Standard & Poor's says it conducts continual reviews of muni credits to ensure that the rating scales match their default characteristics. The rating agency said in a March 7 report: "U.S. Public Finance Rating Characteristics," that the percentage of muni credits rated AAA increased to 33% in 2007 from 20% in 1986. The agency expects the trend to continue."

"We anticipate further migration up the rating scale in the [U.S. Public Finance] sector, assuming that creditworthiness, particularly of government credits, remains strong," Standard & Poor's said in the report.

While the ratings improvement comes after many years of improving financial performance for issuers, state and local governments are beginning to face softening economic conditions. A slowing economy is putting pressure on state sales tax and personal income tax revenues and falling house values are hurting property taxes. At the same time, many face spiraling costs associated with pension and retiree health care liabilities.

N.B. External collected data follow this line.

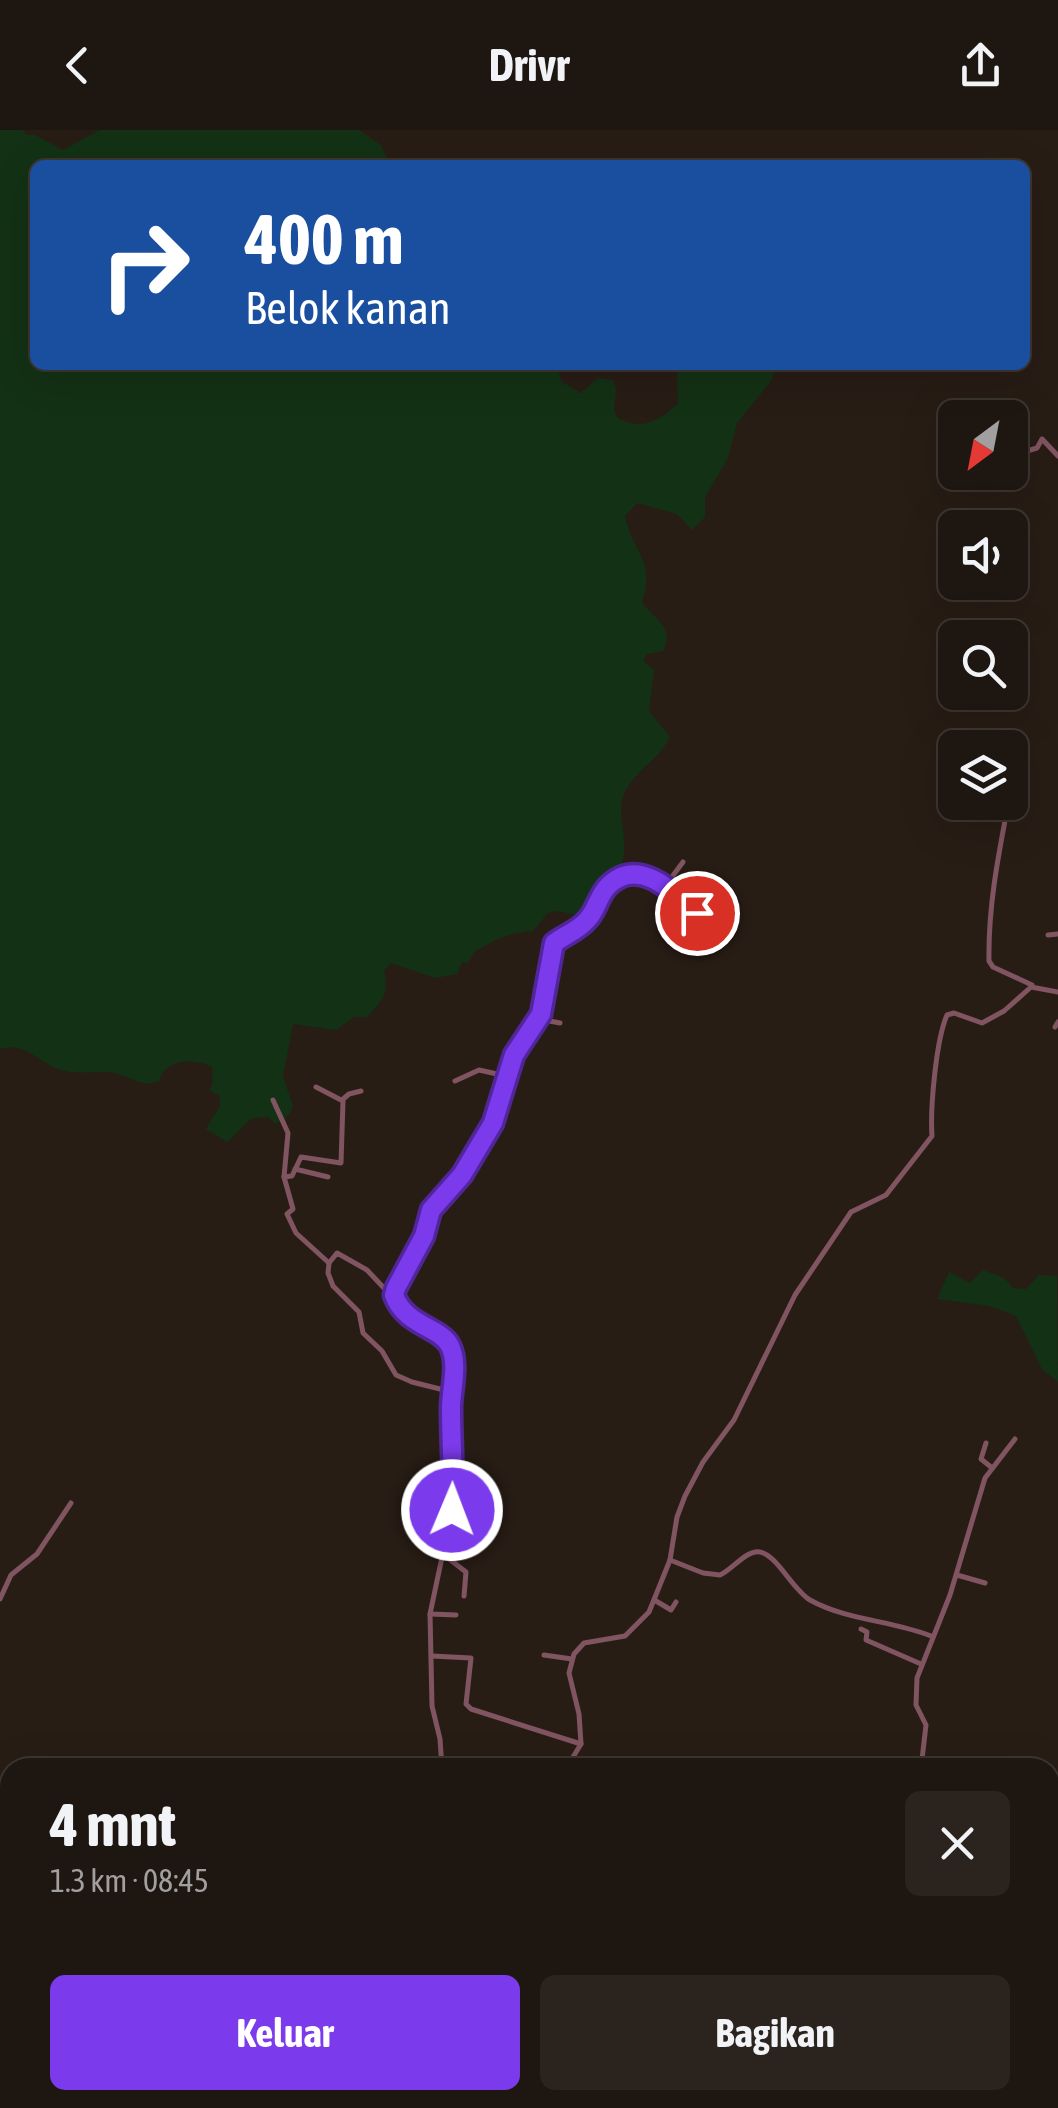 <!DOCTYPE html>
<html lang="id">
<head>
<meta charset="utf-8">
<style>
  :root { --surface:#1e1610; --page:#2b231e; --text:#f1f3f6; --muted:#a19f9f; --line:#3c3530; --accent:#7c3aed }
  body { margin:0; font-family:"Asap Condensed",sans-serif; background:var(--page); color:var(--text); height:100vh; display:flex; flex-direction:column; font-size:38px; white-space:nowrap }
  * { box-sizing:border-box; margin:0 }
  p { font-size:32px; color:var(--muted) }
  .icon { flex:none; width:55px; height:55px; fill:none; stroke:currentColor; stroke-width:2; stroke-linecap:round; stroke-linejoin:round }
  .map { position:relative; flex:1; overflow:hidden }
  .drawer { position:absolute; left:0px; top:1628px; width:1060px; height:352px; display:flex; flex-direction:column; background:var(--surface); border-radius:30px 30px 0 0; box-shadow:0 10px 40px #0002,0 0 0 2px var(--line) }
  .drawer>* { flex:none }
  .banner { position:absolute; left:30px; top:30px; width:1000px; height:210px; border-radius:15px; box-shadow:0 10px 40px #0002,0 0 0 2px var(--line); background:#1a4fa0; color:#fff; overflow:hidden }
  .needle { width:65px; rotate:212deg }
  .fabs { position:absolute; left:938px; top:270px; display:grid; gap:20px }
  .fabs a { display:grid; place-items:center; width:90px; height:90px; border-radius:15px; background:var(--surface); box-shadow:0 10px 40px #0002,0 0 0 2px var(--line); font-size:50px }
  .pin { position:absolute; display:grid; place-items:center; width:85px; height:85px; color:#fff; margin:-42px; border:5px solid #fff; border-radius:50%; box-shadow:0 2px 10px #0007 }
  .me { position:absolute; width:110px; margin:-55px; rotate:1deg; stroke-linejoin:round; filter:drop-shadow(0 0 8px #0008) }
  .turn { display:flex; align-items:center; gap:35px; height:210px; padding:0 50px; font-size:45px }
  .turn .icon { width:130px; height:130px; stroke-width:2.5 }
  .turn b { display:block; font-size:70px; line-height:85px }
  .round { display:grid; place-items:center; flex:none; width:105px; height:105px; border-radius:15px; background:var(--page) }
  .overview { display:flex; align-items:center; justify-content:space-between; height:170px; padding:0 50px }
  h1 { font-size:60px; font-weight:700; line-height:75px }
  .primary-button { display:flex; gap:20px; margin-top:auto; padding:20px 50px }
  .primary-button a { flex:1; height:115px; border-radius:15px; background:var(--accent); color:#fff; font-size:40px; font-weight:700; line-height:115px; text-align:center }
  .primary-button a+a { background:var(--page); color:var(--text) }
  header { display:flex; justify-content:space-between; align-items:center; height:130px; padding:0 50px; background:var(--surface); font-size:45px; font-weight:700 }
  .map>svg:first-child { display:block }
  .green { fill:#133115 }
  .lines { fill:none; stroke-linecap:round; stroke-linejoin:round }
  .street { stroke:#815461; stroke-width:5 }
  .route-casing { stroke:#51269a; stroke-width:25 }
  .route { stroke:#7c3aed; stroke-width:18 }
</style>
</head>
<body>
<header><svg class="icon" aria-label="back" viewBox="0 0 24 24"><path d="M15 5l-7 7 7 7"/></svg>Drivr<svg class="icon" aria-label="share" viewBox="0 0 24 24"><path d="M12 15V3M7 8l5-5 5 5M5 13v7h14v-7"/></svg></header>
<div class="map">
<svg width="1058" height="1978" viewBox="0 0 1058 1978">
  <rect width="100%" height="100%" fill="#281d15"/>
  <g class="green">
    <path d="M0,0H23L27,5H35L63,20L100,0H359L381,15L390,35H35V235H557L561,251L581,263L598,248L613,250C620,263 612,270 615,282C617,290 620,289 627,292C646,300 664,286 678,274L677,235H776L771,251L737,293L728,328L705,367V387L692,400L677,384L637,373L625,386C632,423 656,429 642,472C655,491 675,496 663,521L647,524L643,531L654,540L649,581L670,607C659,631 630,642 622,670C618,689 629,713 622,734L576,785L558,781L548,783L533,801C509,802 494,810 474,822L468,833L462,832L457,844L435,848L391,833L384,841C390,864 382,871 367,887H354L336,900L293,894L283,946L293,976L290,984L276,994L268,987L252,988L227,1012L206,999L220,976V966L209,960L213,953L212,937C193,927 165,929 159,951C142,957 137,950 122,945C101,938 79,947 58,939C37,931 25,911 0,919Z"/>
    <path d="M983,1140L1004,1148L1013,1158L1026,1159L1039,1145L1057,1146L1058,1252L1042,1239L1016,1186L990,1176L937,1169L949,1142L970,1153Z"/>
  </g>
  <g class="lines">
    <g class="street">
      <path d="M1020,323L1037,318L1042,309L1058,326"/>
      <path d="M1008,675C998,727 988,778 989,831L993,837L1032,855"/>
      <path d="M666,755L683,732"/>
      <path d="M1048,805L1058,804"/>
      <path d="M539,889L560,893"/>
      <path d="M1055,897L1058,892"/>
      <path d="M455,951L479,940L506,946"/>
      <path d="M273,970L288,1003L284,1047L293,1079L287,1084L296,1103L329,1133L328,1143L333,1156L359,1182L363,1203L382,1221L396,1245L412,1252L452,1262"/>
      <path d="M342,970L349,964L361,961"/>
      <path d="M295,1039L328,1047"/>
      <path d="M284,1047L292,1046L301,1027L341,1033L343,971L316,957"/>
      <path d="M329,1133L337,1123L367,1140L416,1192L447,1211L453,1226L452,1380L430,1484L432,1576L440,1609L442,1638"/>
      <path d="M394,1165L423,1106L431,1080L462,1045L493,993L515,925L541,884L554,813C565,805 579,800 587,791C597,780 598,766 608,756C641,722 679,768 703,788"/>
      <path d="M986,1313L981,1329L991,1337"/>
      <path d="M444,1425L466,1442L464,1466"/>
      <path d="M670,1430L703,1443L720,1445C732,1440 747,1419 760,1422C777,1425 792,1459 810,1470C848,1491 891,1490 931,1506"/>
      <path d="M957,1445L985,1453"/>
      <path d="M0,1469L11,1445L37,1424L71,1373"/>
      <path d="M656,1471L671,1480L676,1472"/>
      <path d="M430,1484L456,1485"/>
      <path d="M861,1499L867,1502L866,1510L921,1534"/>
      <path d="M544,1525L572,1529"/>
      <path d="M432,1526L471,1528L466,1574L471,1579L581,1614"/>
      <path d="M572,1630L591,1638"/>
      <path d="M547,1638L570,1632L581,1614L579,1584L569,1543L574,1524L584,1513L625,1506L649,1482L670,1430L677,1387L685,1366L703,1332L734,1290L795,1165L851,1082L886,1065L932,1006C930,979 936,910 947,885L954,883L982,893L1004,881L1031,857L1058,862"/>
      <path d="M921,1638L926,1595L916,1575L917,1548L950,1465L985,1348L1015,1309"/>
      <path d="M1050,1719L1058,1723"/>
      <path d="M1050,1773L1058,1761"/>
      <path d="M598,1970L600,1978"/>
      <path d="M1010,1970L1017,1978"/>
      <path d="M71,1978L76,1970"/>
      <path d="M339,1978L342,1970"/>
      <path d="M686,1978L693,1974L697,1978"/>
      <path d="M730,1978L735,1974"/>
      <path d="M1054,1978V1967"/>
    </g>
  </g>
  <g class="lines">
    <defs>
      <path id="route" d="M452,1380C454,1346 451,1312 451,1278C451,1260 459,1234 450,1216C441,1197 405,1196 394,1165L396,1158L424,1106L431,1080L462,1045L493,993L514,925L541,884L554,813C565,805 579,800 587,790C597,780 598,766 608,756C639,725 674,763 697,783"/>
    </defs>
    <use href="#route" class="route-casing"/>
    <use href="#route" class="route"/>
  </g>
</svg>
<div class="fabs">
<a><svg class="needle" viewBox="-14 -14 28 28"><path d="M0-13l5 13h-10z" fill="#e53935"/><path d="M0 13l5-13h-10z" fill="#a19f9f"/></svg></a>
<a><svg class="icon" aria-label="sound" viewBox="0 0 24 24"><path d="M4 9h4l5-4v14l-5-4H4zM17 9q2 3 0 6"/></svg></a>
<a><svg class="icon" aria-label="search" viewBox="0 0 24 24"><circle cx="10" cy="10" r="6"/><path d="M15 15l6 6"/></svg></a>
<a><svg class="icon" aria-label="layers" viewBox="0 0 24 24"><path d="M12 4l9 5-9 5-9-5zM3 14l9 5 9-5"/></svg></a>
</div>
<div class="pin" style="left:697px;top:783px;background:#d93025"><svg class="icon" aria-label="arrive" viewBox="0 0 24 24"><path d="M6 21V4h12l-3 4 3 4H6"/></svg></div>
<svg class="me" style="left:452px;top:1380px" viewBox="-20 -20 40 40"><circle r="17" fill="#7c3aed" stroke="#fff" stroke-width="3"/><path d="M0-11L8 9 0 5-8 9z" fill="#fff"/></svg>
<div class="banner">
<div class="turn"><svg class="icon" aria-label="right" viewBox="0 0 24 24"><path d="M7 20v-9h11M14 6l5 5-5 5"/></svg><div><b>400 m</b>Belok kanan</div></div>
</div>
<section class="drawer">
<div class="overview"><div><h1>4 mnt</h1><p>1.3 km · 08:45</p></div><a class="round"><svg class="icon" aria-label="close" viewBox="0 0 24 24"><path d="M6 6l12 12M18 6L6 18"/></svg></a></div>
<div class="primary-button"><a>Keluar</a><a>Bagikan</a></div>
</section>
</div>
</body>
</html>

"We've been getting higher ratings en masse from the rating agencies for several years now," said Richard Ciccarone, managing director at McDonnell Investment Management LLC. "But the past is not a good indication of what we are getting into."

The Standard & Poor's data compares to that compiled by Fitch, which shows that just 17 out of 30 Fitch's first-quarter ratings actions were an improvement in ratings. The data shows just 57% of the actions were raised ratings.

One reason for the upgrades could be a skewing of the data because of double counting. Since The Bond Buyer data compiles each individual action separately, an upgrade to one issuer could mean three or four ratings actions, all positive, that count in the data.

"If one state is upgraded there could be a lot of upgrades all at once," Barker said. "If the state gets upgraded a lot of the other things they issue, like school district bonds, get upgraded also."

Standard & Poor's released its latest default study last month, an annual analysis begun in 2001.

Other market sources said Standard & Poor's could be looking to move municipal credit ratings up its single scale.

The rating agency has come under fire recently for insisting that it uses a single rating scale across all sectors. Issuers like California's Treasurer Bill Lockyer have challenged that notion, calling on Standard & Poor's to address calls to rate municipals on the same scale as corporates.

"They have been under a lot of heat to try to get corporate and municipal ratings on the same playing field," said John Mousseau, portfolio manager at Cumberland Advisors Inc. "If you think they are trying to orient themselves in the footprint of corporate ratings, [the high percentage of raised ratings] does make sense."